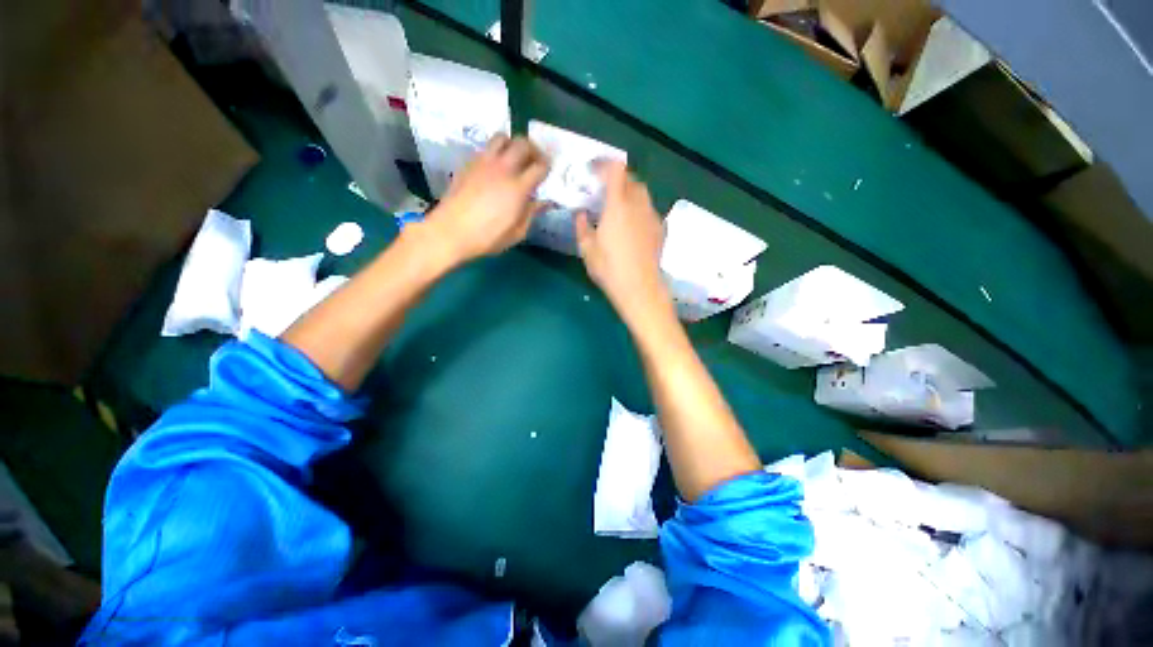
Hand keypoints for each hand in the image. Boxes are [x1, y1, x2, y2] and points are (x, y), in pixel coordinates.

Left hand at [423, 134, 549, 264]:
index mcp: (518, 188)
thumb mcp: (517, 233)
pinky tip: (496, 167)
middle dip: (534, 149)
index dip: (548, 167)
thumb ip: (532, 214)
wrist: (451, 231)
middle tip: (535, 160)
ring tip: (515, 158)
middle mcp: (503, 169)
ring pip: (502, 138)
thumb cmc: (487, 238)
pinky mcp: (469, 163)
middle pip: (523, 143)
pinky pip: (486, 148)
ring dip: (513, 144)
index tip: (548, 172)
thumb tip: (544, 202)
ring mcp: (484, 162)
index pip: (540, 166)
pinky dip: (496, 152)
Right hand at [574, 161, 668, 319]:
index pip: (616, 170)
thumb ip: (582, 227)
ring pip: (643, 194)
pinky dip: (640, 209)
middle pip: (632, 179)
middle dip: (618, 179)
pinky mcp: (660, 230)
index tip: (594, 170)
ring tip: (619, 208)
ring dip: (630, 194)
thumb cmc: (609, 268)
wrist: (639, 288)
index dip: (605, 165)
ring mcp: (652, 217)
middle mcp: (638, 205)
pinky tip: (632, 225)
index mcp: (618, 205)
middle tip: (605, 191)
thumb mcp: (587, 249)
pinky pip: (649, 210)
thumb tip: (581, 214)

**WHAT IS BEING ASKED**
Wherever a line in the listing contains the word "ring", copy that line out.

**ANSWER SECTION**
ring tip: (515, 158)
ring pip: (502, 138)
ring dip: (513, 144)
ring mcp: (484, 162)
ring pip: (643, 194)
ring tip: (619, 208)
ring dip: (630, 194)
ring mcp: (652, 217)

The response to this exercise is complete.